Instructions for the task >>
Output the opening lines of the records exactly. End with the line that contains "x r add y moveto".

Collected data >>
============

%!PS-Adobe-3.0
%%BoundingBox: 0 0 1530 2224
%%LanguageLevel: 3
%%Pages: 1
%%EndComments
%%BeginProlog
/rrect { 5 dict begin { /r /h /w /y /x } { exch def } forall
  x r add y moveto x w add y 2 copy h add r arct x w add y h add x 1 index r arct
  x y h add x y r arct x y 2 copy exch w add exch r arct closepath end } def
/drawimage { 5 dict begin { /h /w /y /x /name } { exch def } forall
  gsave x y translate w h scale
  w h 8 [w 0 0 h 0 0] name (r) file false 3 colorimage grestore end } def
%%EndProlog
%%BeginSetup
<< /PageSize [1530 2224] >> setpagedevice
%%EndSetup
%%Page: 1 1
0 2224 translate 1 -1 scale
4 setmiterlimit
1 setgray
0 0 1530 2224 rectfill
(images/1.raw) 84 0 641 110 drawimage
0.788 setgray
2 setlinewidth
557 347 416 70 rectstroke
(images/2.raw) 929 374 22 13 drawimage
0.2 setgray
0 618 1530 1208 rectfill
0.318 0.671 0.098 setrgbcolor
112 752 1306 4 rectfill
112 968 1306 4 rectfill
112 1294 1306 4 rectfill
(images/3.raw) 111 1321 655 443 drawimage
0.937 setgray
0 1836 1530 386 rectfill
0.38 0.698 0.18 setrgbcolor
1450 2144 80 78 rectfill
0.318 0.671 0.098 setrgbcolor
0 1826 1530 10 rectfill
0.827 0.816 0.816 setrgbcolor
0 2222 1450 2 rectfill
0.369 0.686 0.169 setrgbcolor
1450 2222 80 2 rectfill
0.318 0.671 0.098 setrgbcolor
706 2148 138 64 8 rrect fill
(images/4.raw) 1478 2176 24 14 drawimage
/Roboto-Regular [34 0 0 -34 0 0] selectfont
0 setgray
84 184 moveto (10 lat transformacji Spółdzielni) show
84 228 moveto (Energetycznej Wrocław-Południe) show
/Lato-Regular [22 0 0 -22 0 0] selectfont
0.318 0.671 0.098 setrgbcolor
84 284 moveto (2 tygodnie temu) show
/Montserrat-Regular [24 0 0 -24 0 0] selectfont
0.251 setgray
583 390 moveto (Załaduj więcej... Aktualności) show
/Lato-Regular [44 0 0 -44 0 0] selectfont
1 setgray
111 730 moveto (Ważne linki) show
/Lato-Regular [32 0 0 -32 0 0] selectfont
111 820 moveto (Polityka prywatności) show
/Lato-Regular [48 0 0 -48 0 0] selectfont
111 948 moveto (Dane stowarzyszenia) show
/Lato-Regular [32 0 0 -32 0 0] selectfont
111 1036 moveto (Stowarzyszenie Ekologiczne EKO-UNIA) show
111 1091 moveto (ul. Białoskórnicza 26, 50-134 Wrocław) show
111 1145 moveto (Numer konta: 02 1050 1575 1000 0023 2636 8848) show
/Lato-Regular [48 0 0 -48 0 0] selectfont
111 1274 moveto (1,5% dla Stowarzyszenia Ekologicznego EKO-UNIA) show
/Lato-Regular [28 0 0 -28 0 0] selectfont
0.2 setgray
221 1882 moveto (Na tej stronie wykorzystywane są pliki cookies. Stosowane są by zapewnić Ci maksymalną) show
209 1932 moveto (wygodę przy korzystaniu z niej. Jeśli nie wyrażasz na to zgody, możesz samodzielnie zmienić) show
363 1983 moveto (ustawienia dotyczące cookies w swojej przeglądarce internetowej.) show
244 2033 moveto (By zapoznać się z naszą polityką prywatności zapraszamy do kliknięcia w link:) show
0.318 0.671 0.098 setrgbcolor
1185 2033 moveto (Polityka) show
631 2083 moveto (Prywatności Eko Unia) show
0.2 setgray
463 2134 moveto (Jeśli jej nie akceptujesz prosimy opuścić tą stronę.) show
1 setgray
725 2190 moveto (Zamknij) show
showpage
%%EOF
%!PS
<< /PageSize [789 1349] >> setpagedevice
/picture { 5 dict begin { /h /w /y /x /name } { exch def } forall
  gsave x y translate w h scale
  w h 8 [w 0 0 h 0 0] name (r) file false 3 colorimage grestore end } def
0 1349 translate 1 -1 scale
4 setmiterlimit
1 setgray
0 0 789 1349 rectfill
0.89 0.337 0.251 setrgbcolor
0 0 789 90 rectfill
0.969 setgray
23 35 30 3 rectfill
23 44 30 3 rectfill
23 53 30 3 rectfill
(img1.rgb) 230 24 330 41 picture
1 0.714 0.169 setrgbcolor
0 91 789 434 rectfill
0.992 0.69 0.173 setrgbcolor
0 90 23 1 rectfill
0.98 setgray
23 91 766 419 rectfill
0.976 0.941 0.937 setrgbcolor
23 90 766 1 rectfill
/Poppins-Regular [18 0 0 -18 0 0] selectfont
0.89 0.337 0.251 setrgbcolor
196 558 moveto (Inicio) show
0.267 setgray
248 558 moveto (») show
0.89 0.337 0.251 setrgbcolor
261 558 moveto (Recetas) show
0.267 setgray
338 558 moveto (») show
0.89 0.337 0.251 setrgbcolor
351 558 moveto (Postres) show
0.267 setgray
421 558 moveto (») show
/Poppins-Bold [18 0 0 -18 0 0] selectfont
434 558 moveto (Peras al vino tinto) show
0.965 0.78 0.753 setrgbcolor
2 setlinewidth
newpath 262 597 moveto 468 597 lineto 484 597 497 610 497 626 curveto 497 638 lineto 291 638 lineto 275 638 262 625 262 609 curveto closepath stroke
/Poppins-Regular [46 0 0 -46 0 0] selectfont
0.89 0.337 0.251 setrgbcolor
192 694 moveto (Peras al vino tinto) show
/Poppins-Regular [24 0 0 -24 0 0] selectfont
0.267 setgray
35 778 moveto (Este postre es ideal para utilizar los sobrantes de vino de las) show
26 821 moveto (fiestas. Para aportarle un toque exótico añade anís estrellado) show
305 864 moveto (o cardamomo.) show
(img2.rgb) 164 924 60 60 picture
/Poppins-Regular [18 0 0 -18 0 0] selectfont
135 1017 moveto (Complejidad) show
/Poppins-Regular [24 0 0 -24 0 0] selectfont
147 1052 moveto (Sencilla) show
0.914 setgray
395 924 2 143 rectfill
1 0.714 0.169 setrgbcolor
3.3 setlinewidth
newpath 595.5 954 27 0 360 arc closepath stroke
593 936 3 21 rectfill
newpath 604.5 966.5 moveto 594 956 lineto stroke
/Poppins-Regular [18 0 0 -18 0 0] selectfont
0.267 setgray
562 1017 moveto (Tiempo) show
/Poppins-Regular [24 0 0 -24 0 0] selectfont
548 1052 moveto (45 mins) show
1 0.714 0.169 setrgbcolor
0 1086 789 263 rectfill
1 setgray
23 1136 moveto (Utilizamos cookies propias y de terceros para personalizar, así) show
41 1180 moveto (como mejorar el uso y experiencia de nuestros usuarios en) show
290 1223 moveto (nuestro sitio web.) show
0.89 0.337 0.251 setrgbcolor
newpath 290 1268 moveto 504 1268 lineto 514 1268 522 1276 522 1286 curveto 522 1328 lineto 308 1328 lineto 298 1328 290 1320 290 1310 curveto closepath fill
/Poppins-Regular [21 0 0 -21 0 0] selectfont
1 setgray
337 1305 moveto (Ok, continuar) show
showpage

============

Answer section >>
%!PS-Adobe-3.0
%%BoundingBox: 0 0 1530 2224
%%LanguageLevel: 3
%%Pages: 1
%%EndComments
%%BeginProlog
/rrect { 5 dict begin { /r /h /w /y /x } { exch def } forall
  x r add y moveto x w add y 2 copy h add r arct x w add y h add x 1 index r arct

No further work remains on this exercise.